The instance, when booting is giving the message:

[WARNING]: No active metadata service found

If i create an instance using config-drive (ignoring metadata server), it starts up fine, and has a routing table with 169.254.169.254 via one of the qdhcp namespaces.

Inside of this instance i can ping both the IP of the namespace and the 169.254.169.254 address, but I cannot curl it.

Inside of the namespace if I curl http://169.254.169.254/ I get the following:

---

# curl http://169.254.169.254
<html>
 <head>
  <title>404 Not Found</title>
 </head>
 <body>
  <h1>404 Not Found</h1>
  The resource could not be found.<br /><br />

 </body>

---

Doing some googling, I found a suggestion of verify that the following rule existed in the iptables of the namespace:

-A neutron-l3-agent-PREROUTING -d 169.254.169.254/32 -p tcp -m tcp --dport 80 -j REDIRECT --to-ports 8775

I have no such rule, but this is likely because there is no NGW in their environment.

It is also worth noting, that in the console output of the instance, it never attempts to call http://169.254.169.254

Bundle can be found at:

Console log of last boot found at:

https://pastebin.canonical.com/p/Jyk22sfGT8/

Tags: cpe-onsite
Revision history for this message
Jeff Hillman (jhillman) wrote :

Doing some further testing, port 8775 is not open int he namespace.
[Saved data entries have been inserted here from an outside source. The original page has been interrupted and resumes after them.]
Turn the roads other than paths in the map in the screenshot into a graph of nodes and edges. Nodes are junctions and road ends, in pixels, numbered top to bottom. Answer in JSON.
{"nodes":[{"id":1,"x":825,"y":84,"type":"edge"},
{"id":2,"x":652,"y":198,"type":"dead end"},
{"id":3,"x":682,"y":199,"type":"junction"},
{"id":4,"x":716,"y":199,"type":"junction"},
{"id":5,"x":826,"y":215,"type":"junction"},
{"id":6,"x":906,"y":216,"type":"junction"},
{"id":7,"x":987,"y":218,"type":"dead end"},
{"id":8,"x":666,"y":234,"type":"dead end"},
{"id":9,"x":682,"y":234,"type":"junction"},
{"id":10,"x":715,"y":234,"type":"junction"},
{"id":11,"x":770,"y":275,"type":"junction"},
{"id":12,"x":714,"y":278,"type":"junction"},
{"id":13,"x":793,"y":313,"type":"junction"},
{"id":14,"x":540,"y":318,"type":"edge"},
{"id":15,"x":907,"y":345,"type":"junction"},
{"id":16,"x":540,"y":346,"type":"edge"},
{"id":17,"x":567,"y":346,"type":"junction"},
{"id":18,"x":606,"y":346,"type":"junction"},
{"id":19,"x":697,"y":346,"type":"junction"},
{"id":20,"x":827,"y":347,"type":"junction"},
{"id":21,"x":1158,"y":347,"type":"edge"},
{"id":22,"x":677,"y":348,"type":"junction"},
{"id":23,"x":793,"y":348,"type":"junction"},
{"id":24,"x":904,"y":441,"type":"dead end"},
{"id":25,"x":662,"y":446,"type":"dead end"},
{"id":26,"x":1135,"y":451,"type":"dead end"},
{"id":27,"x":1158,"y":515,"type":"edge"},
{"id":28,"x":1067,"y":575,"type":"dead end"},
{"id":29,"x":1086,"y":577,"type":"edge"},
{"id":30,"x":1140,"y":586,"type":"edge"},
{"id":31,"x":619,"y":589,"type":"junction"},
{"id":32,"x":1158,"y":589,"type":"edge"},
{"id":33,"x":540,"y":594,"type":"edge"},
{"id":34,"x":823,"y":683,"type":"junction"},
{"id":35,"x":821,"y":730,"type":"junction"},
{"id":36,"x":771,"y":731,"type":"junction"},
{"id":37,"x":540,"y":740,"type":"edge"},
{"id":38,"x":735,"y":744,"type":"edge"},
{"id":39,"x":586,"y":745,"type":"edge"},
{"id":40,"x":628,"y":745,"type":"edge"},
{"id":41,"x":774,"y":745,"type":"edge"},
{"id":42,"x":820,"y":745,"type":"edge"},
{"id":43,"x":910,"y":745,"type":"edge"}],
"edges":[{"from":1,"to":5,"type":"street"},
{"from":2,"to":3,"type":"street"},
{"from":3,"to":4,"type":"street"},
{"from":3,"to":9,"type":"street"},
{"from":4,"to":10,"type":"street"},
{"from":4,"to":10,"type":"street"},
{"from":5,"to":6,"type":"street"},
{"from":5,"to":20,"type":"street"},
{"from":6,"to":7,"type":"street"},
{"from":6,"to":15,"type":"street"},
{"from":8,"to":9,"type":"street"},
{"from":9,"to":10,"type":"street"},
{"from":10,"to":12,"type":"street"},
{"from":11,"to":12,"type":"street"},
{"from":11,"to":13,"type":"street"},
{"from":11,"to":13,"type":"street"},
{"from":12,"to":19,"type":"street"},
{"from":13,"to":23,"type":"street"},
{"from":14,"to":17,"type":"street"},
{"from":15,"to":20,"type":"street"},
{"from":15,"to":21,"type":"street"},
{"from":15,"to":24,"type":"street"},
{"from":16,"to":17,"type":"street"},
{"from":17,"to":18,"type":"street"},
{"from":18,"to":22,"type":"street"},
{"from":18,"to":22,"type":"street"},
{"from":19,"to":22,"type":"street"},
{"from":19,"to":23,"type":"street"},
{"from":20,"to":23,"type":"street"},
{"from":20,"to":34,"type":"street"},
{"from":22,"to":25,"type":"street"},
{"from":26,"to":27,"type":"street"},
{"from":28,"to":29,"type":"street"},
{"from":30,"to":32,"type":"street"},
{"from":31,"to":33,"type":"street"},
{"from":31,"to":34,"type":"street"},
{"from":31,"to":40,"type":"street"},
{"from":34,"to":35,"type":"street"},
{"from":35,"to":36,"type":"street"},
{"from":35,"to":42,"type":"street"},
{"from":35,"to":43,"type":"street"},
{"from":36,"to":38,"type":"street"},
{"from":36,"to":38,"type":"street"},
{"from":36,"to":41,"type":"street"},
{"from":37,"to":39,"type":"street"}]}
But it is open on the compute host.

a curl to http://<compute-with-namespace>:8775 provides:

1.0
2007-01-19
2007-03-01
2007-08-29
2007-10-10
2007-12-15
2008-02-01
2008-09-01
2009-04-04
latest

So there's a rule missing or a service not running to allow reaching the metadata running on the compute host that holds the namespace

Revision history for this message
Jeff Hillman (jhillman) wrote :

as a test i swtiched firewall-driver to iptables_hybrid from openvswitch....no effect.

the main concern, I think, is that port 8775 is not open in the namespace.
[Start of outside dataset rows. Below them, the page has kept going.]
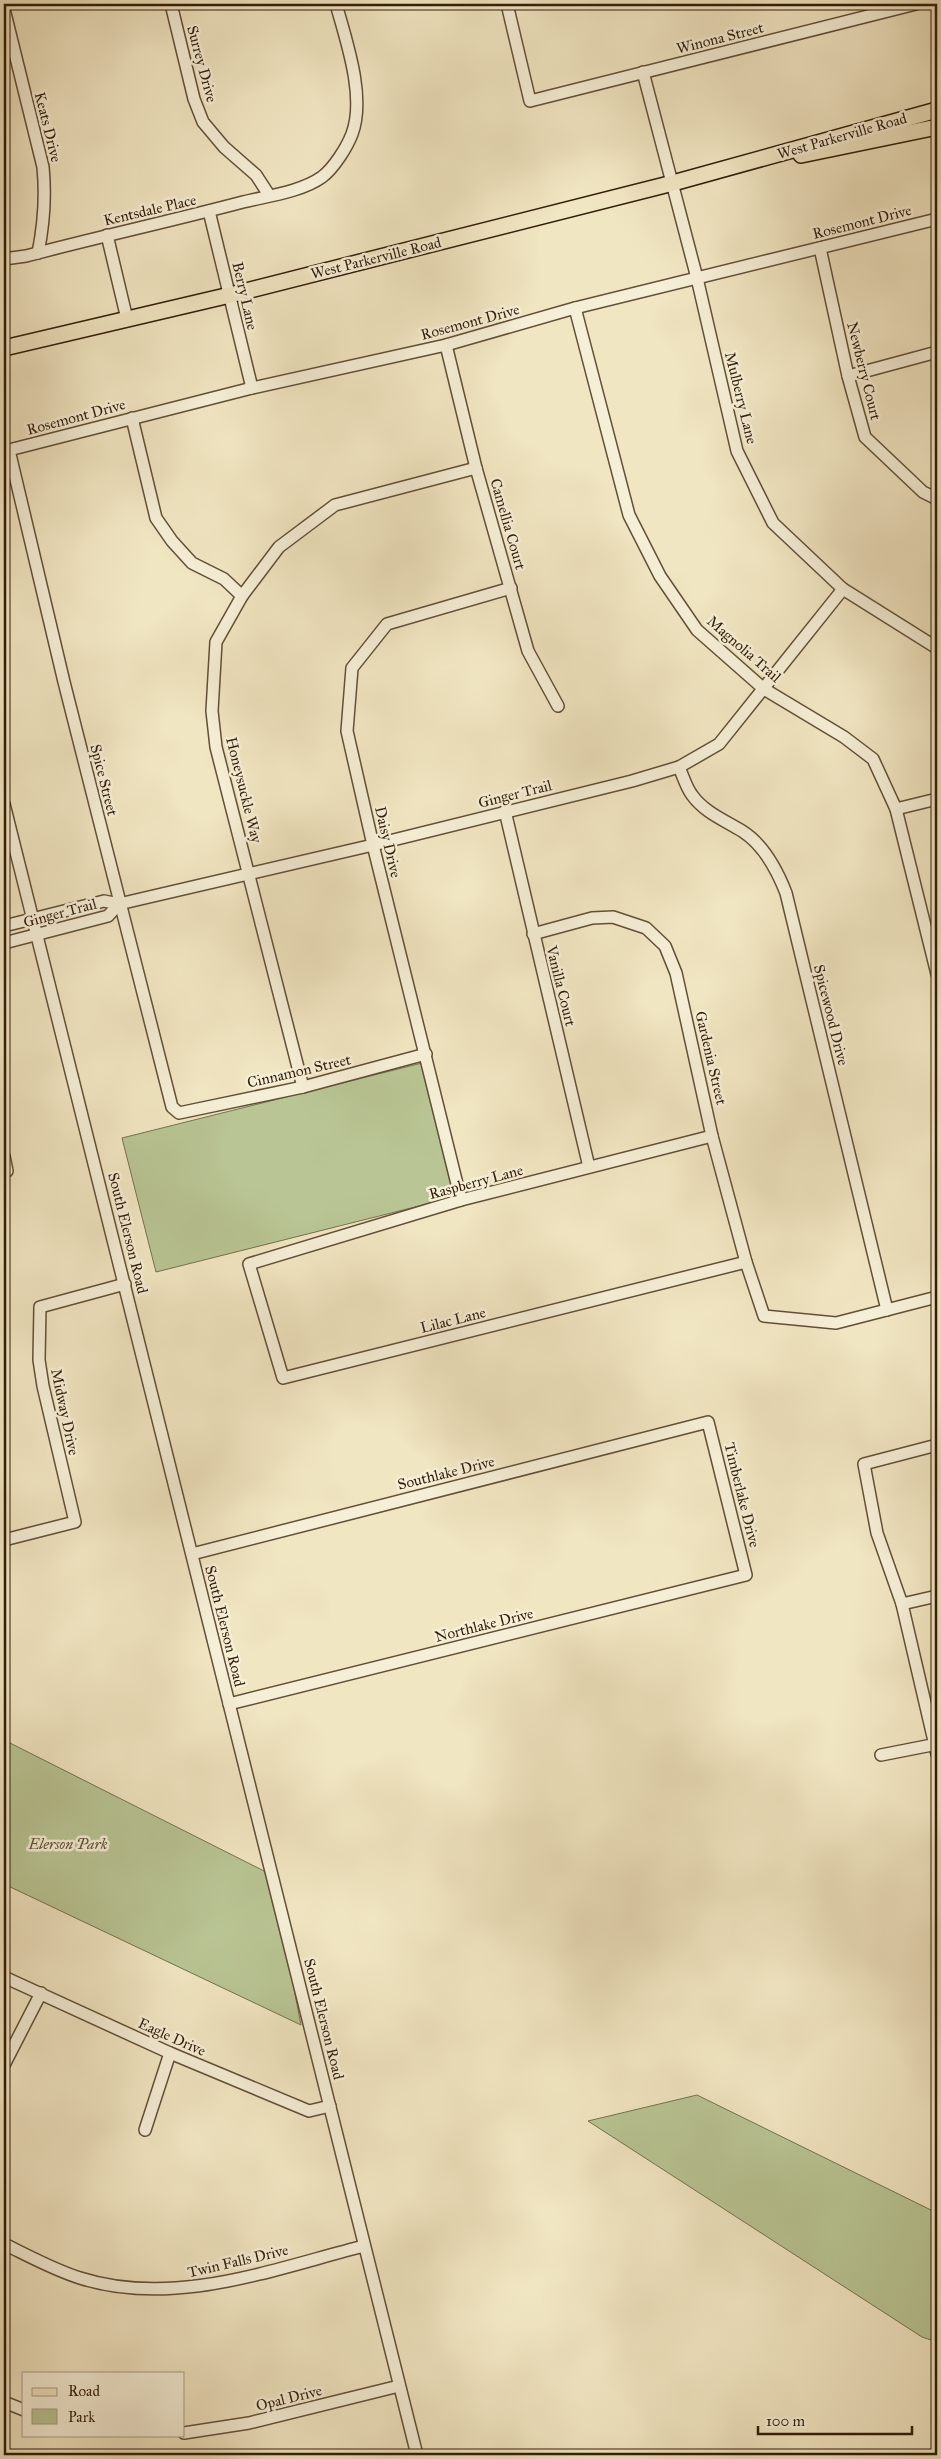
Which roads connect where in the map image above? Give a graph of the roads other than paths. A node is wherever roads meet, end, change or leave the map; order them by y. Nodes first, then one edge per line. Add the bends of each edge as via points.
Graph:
1 (171, 4) edge
2 (336, 4) edge
3 (506, 4) edge
4 (916, 4) edge
5 (4, 9) edge
6 (643, 72) junction
7 (937, 110) edge
8 (937, 127) edge
9 (747, 164) junction
10 (673, 183) junction
11 (269, 195) junction
12 (210, 211) junction
13 (937, 219) edge
14 (107, 235) junction
15 (820, 248) junction
16 (38, 253) junction
17 (4, 259) edge
18 (697, 278) junction
19 (230, 295) junction
20 (575, 308) junction
21 (127, 319) junction
22 (446, 345) junction
23 (4, 348) edge
24 (937, 352) edge
25 (848, 376) junction
26 (252, 388) junction
27 (132, 418) junction
28 (9, 450) joint
29 (476, 468) junction
30 (937, 498) edge
31 (511, 588) junction
32 (843, 589) junction
33 (242, 596) junction
34 (937, 648) edge
35 (764, 689) junction
36 (558, 706) dead end
37 (679, 767) junction
38 (937, 800) edge
39 (4, 804) edge
40 (896, 809) junction
41 (505, 811) junction
42 (373, 845) junction
43 (249, 874) junction
44 (119, 904) junction
45 (32, 919) junction
46 (4, 926) edge
47 (532, 934) junction
48 (36, 935) junction
49 (4, 943) edge
50 (937, 974) edge
51 (426, 1054) junction
52 (303, 1087) junction
53 (179, 1113) joint
54 (712, 1136) junction
55 (4, 1156) edge
56 (590, 1167) junction
57 (5, 1171) edge
58 (461, 1200) junction
59 (746, 1262) junction
60 (248, 1264) joint
61 (125, 1284) junction
62 (937, 1297) edge
63 (888, 1310) junction
64 (708, 1422) joint
65 (937, 1445) edge
66 (4, 1540) edge
67 (192, 1554) junction
68 (746, 1574) joint
69 (937, 1596) edge
70 (902, 1604) junction
71 (229, 1704) junction
72 (936, 1747) edge
73 (881, 1755) dead end
74 (4, 1977) edge
75 (41, 1993) junction
76 (170, 2053) junction
77 (4, 2065) edge
78 (330, 2106) junction
79 (145, 2130) dead end
80 (4, 2244) edge
81 (364, 2246) junction
82 (400, 2386) junction
83 (4, 2402) edge
84 (22, 2409) edge
85 (185, 2433) edge
86 (417, 2455) edge

1 - 11 street, Surrey Drive via 194,99 203,122 224,147 256,175
2 - 11 street, Kentsdale Place via 356,89 353,134 322,176 297,188
3 - 6 street, Winona Street via 530,101
4 - 6 street, Winona Street
5 - 16 street, Keats Drive via 43,167 46,192
6 - 10 street, Mulberry Lane
7 - 9 main road, West Parkerville Road via 807,144
8 - 9 main road, West Parkerville Road
9 - 10 main road, West Parkerville Road
10 - 18 street, Mulberry Lane
10 - 19 main road, West Parkerville Road
11 - 12 street, Kentsdale Place
12 - 14 street, Kentsdale Place
12 - 19 street, Berry Lane
13 - 15 street, Rosemont Drive
14 - 16 street, Kentsdale Place
14 - 21 street
15 - 18 street, Rosemont Drive
15 - 25 street, Newberry Court
16 - 17 street, Kentsdale Place
18 - 20 street, Rosemont Drive
18 - 32 street, Mulberry Lane via 738,452 773,523
19 - 21 main road, West Parkerville Road
19 - 26 street, Berry Lane
20 - 22 street, Rosemont Drive
20 - 35 street, Magnolia Trail via 629,514 660,576 697,630
21 - 23 main road, West Parkerville Road
22 - 26 street, Rosemont Drive
22 - 29 street, Camellia Court
24 - 25 street
25 - 30 street, Newberry Court via 865,436 922,492
26 - 27 street, Rosemont Drive
27 - 28 street, Rosemont Drive
27 - 33 street via 156,518 192,563 224,580
28 - 44 street, Spice Street
29 - 31 street, Camellia Court
29 - 33 street, Honeysuckle Way via 335,506 279,547
31 - 36 street, Camellia Court via 528,651
31 - 42 street, Daisy Drive via 386,624 352,668 347,731
32 - 34 street, Mulberry Lane
32 - 35 street, Ginger Trail
33 - 43 street, Honeysuckle Way via 216,642 212,710 216,747
35 - 37 street, Ginger Trail via 719,744
35 - 40 street, Magnolia Trail via 844,737 873,759
37 - 41 street, Ginger Trail
37 - 63 street, Spicewood Drive via 692,795 708,812 744,832 761,848 786,892
38 - 40 street
39 - 45 street, South Elerson Road
40 - 50 street, Magnolia Trail
41 - 42 street, Ginger Trail
41 - 47 street, Vanilla Court
42 - 43 street, Ginger Trail
42 - 51 street, Daisy Drive
43 - 44 street, Ginger Trail
43 - 52 street, Honeysuckle Way
44 - 45 street, Ginger Trail via 104,901
44 - 48 street, Ginger Trail via 108,916
44 - 53 street, Spice Street via 172,1107
45 - 46 street, Ginger Trail
45 - 48 street, South Elerson Road
47 - 54 street, Gardenia Street via 592,918 613,917 646,928 665,946 676,973
47 - 56 street, Vanilla Court
48 - 49 street, Ginger Trail
48 - 61 street, South Elerson Road
51 - 52 street, Cinnamon Street
51 - 58 street, Daisy Drive
52 - 53 street, Cinnamon Street
54 - 56 street, Raspberry Lane
54 - 59 street, Gardenia Street
55 - 57 street
56 - 58 street, Raspberry Lane
58 - 60 street, Raspberry Lane
59 - 60 street, Lilac Lane via 283,1378
59 - 63 street, Gardenia Street via 764,1316 836,1323
61 - 66 street, Midway Drive via 40,1307 39,1353 43,1386 76,1522
61 - 67 street, South Elerson Road
62 - 63 street
64 - 67 street, Southlake Drive
64 - 68 street, Timberlake Drive
65 - 70 street via 864,1464 877,1533
67 - 71 street, South Elerson Road
68 - 71 street, Northlake Drive
69 - 70 street
70 - 72 street
71 - 78 street, South Elerson Road
72 - 73 street
74 - 75 street, Eagle Drive
75 - 76 street, Eagle Drive
75 - 77 street
76 - 78 street, Eagle Drive via 309,2111
76 - 79 street
78 - 81 street, South Elerson Road
80 - 81 street, Twin Falls Drive via 82,2279 136,2289 183,2288 221,2282
81 - 82 street, South Elerson Road
82 - 85 street, Opal Drive via 249,2423
82 - 86 street, South Elerson Road
83 - 84 street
Revision history for this message
Jeff Hillman (jhillman) wrote :

Enabling dvr on neutron-api gives us a ns-metadata-proxy service running on the copute host that wasn't there also.
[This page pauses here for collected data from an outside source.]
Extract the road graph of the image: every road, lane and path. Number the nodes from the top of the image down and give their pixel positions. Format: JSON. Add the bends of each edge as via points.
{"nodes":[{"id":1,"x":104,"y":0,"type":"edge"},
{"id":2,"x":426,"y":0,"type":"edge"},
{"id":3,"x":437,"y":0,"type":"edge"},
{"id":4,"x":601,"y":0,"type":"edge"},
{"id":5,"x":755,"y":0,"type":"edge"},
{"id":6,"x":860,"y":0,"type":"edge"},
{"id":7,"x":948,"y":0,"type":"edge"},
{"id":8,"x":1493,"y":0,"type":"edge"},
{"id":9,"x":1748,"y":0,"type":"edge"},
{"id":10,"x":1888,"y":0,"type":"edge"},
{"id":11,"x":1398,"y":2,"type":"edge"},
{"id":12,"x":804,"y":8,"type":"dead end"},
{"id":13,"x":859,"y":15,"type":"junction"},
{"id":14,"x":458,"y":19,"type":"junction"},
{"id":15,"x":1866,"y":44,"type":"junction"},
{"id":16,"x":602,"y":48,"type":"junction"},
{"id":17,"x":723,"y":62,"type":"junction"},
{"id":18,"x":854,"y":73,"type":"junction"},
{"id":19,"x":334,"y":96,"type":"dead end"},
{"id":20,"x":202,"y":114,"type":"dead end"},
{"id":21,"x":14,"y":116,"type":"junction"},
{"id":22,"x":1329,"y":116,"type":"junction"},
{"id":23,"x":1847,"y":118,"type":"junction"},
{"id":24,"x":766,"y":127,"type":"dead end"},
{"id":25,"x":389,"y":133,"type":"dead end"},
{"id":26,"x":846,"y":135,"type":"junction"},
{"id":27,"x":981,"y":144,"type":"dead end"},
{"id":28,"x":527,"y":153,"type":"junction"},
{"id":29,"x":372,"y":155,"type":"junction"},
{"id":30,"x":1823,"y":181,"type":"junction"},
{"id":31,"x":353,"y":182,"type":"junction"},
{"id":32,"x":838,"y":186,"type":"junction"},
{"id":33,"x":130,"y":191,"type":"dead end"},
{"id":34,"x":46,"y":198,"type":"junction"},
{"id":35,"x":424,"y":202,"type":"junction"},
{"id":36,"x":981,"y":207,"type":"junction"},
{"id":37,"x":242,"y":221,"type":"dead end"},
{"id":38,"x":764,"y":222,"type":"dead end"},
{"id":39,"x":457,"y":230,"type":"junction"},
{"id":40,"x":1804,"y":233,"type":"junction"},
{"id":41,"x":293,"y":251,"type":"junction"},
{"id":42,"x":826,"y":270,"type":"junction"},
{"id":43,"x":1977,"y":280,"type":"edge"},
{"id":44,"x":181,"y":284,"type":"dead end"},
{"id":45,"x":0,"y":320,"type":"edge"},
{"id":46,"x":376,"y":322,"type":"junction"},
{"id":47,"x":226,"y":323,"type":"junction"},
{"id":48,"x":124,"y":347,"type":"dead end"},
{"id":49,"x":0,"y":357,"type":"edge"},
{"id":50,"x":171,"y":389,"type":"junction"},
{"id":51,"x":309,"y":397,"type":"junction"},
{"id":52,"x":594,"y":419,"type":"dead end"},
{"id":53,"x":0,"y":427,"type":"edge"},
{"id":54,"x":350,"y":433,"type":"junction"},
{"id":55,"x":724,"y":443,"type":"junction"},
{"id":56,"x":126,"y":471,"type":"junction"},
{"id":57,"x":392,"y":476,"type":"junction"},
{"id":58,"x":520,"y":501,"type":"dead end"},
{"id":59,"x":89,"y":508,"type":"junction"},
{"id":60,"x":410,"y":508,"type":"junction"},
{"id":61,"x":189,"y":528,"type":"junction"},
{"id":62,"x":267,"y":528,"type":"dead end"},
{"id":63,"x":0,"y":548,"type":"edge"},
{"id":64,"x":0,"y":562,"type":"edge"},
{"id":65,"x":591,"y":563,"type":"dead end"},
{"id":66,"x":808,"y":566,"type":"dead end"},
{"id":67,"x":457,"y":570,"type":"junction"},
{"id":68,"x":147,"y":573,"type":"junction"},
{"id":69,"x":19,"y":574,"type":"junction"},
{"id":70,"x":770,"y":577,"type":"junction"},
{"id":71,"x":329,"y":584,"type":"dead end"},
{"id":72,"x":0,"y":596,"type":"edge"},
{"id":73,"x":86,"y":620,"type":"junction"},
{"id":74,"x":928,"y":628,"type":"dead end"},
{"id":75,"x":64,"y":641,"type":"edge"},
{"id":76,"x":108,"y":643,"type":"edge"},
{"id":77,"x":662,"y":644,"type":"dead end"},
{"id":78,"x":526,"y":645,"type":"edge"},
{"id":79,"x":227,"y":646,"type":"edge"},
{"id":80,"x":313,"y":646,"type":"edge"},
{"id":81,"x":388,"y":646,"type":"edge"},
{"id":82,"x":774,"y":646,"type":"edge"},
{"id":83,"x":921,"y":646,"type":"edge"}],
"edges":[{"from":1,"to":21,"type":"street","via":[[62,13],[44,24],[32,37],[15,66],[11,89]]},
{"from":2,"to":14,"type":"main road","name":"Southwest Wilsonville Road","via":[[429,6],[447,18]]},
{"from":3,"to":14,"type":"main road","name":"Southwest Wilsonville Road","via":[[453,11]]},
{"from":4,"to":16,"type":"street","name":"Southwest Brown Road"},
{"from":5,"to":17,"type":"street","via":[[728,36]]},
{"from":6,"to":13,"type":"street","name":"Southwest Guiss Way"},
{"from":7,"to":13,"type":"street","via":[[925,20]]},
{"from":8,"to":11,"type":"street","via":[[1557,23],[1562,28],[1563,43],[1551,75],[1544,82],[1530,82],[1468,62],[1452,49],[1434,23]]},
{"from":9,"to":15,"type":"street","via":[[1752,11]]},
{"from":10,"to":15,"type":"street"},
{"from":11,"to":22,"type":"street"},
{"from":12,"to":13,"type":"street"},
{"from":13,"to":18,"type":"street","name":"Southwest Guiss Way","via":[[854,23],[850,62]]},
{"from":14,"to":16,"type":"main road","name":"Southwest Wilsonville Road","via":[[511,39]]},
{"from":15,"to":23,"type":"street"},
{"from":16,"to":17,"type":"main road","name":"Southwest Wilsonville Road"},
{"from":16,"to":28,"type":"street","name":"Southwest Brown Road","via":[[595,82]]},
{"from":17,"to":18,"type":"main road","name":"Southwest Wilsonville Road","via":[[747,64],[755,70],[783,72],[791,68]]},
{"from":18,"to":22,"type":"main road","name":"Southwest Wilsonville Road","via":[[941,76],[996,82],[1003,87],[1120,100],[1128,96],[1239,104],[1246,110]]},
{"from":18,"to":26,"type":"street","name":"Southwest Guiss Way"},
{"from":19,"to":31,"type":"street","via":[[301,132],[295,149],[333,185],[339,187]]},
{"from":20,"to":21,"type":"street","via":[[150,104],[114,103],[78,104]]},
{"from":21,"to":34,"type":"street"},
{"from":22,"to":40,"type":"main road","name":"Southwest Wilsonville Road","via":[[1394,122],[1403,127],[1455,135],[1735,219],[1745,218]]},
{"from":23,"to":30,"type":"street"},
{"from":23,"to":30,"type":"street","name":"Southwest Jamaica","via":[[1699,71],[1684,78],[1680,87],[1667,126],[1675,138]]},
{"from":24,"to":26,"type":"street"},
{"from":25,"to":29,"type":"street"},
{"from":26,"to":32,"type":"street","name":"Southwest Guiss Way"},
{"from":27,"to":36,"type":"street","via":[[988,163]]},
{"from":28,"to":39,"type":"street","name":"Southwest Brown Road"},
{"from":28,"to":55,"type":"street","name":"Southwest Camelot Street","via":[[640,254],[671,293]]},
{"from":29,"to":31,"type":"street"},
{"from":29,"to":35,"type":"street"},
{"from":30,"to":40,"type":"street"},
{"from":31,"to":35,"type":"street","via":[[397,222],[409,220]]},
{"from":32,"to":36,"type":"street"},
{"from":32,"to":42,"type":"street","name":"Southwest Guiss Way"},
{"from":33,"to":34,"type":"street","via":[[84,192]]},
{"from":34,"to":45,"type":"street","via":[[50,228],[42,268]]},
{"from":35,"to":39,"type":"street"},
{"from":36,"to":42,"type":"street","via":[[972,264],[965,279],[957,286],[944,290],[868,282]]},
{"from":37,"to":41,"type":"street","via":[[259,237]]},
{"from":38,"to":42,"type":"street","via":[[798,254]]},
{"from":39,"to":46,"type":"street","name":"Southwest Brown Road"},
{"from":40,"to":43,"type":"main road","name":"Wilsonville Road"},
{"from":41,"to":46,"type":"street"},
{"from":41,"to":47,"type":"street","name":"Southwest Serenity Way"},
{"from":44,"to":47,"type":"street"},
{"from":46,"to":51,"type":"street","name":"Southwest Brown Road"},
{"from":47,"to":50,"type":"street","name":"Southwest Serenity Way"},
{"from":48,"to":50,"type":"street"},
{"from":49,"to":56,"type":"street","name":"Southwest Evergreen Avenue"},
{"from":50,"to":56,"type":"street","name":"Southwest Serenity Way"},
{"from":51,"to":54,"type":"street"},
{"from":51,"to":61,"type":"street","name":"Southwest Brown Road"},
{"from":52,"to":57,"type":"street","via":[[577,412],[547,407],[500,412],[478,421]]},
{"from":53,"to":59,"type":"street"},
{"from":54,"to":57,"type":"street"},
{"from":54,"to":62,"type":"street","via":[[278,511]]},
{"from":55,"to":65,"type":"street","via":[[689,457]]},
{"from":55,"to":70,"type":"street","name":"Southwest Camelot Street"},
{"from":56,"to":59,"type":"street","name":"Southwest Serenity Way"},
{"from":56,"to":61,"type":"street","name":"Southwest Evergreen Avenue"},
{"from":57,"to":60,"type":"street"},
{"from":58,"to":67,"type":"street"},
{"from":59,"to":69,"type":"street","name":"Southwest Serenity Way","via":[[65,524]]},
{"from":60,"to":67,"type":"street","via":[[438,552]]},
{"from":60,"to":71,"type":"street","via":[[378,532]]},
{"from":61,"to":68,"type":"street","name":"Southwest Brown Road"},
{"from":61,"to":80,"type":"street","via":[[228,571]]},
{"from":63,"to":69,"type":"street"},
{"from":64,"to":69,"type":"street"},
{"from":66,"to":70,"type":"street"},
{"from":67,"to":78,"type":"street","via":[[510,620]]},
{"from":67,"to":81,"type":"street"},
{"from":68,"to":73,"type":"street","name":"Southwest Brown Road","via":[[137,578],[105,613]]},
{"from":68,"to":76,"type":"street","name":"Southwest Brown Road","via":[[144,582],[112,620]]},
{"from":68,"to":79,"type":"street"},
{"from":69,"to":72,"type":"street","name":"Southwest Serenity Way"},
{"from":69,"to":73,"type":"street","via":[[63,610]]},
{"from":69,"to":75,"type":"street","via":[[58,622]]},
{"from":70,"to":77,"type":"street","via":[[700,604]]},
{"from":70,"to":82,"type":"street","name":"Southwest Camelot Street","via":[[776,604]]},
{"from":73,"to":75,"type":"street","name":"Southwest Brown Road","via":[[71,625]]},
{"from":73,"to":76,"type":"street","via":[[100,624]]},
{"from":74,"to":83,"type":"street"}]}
This process has opened port 80 in the namespace.

From within the namespace, if we curl against the namespace IP, we get metadata, if we curl against the 169.254.169.254, we get nothing.

Curling to either address from the instance fails (hngs)

Revision history for this message
Jeff Hillman (jhillman) wrote :

Tried enabling allow-automatic-l3agent-failover both with and with dvr, no change

Revision history for this message
Frode Nordahl (fnordahl) wrote :

Have you tried to enable this ``neutron-gateway`` configuration option [0]?

0: https://jaas.ai/neutron-gateway/262#charm-config-enable-isolated-metadata

information type: Public → Private
Frode Nordahl (fnordahl)
information type: Private → Public
information type: Public → Private
Frode Nordahl (fnordahl)
description: updated
information type: Private → Public
Revision history for this message
Chris MacNaughton (chris.macnaughton) wrote :

I'm attaching the bundle that was initially linked in the description

Revision history for this message
Dmitrii Shcherbakov (dmitriis) wrote :

Frode,

Just a side comment: there is no neutron gateway in Jeff's deployment and neutron-openvswitch has it enabled for the dhcp agent unconditionally:

➜ charm-neutron-openvswitch git:(stable/19.04) grep -RiP enable_isolated_metadata
templates/icehouse/dhcp_agent.ini:enable_isolated_metadata = True
templates/mitaka/dhcp_agent.ini:enable_isolated_metadata = True

In the Neutron DHCP agent code itself:

neutron/agent/linux/dhcp.py

METADATA_DEFAULT_PREFIX = 16
METADATA_DEFAULT_IP = '169.254.169.254'
METADATA_DEFAULT_CIDR = '%s/%d' % (METADATA_DEFAULT_IP,
                                   METADATA_DEFAULT_PREFIX)

# ...
        if self.conf.force_metadata or self.conf.enable_isolated_metadata:
            ip_cidrs.append(METADATA_DEFAULT_CIDR)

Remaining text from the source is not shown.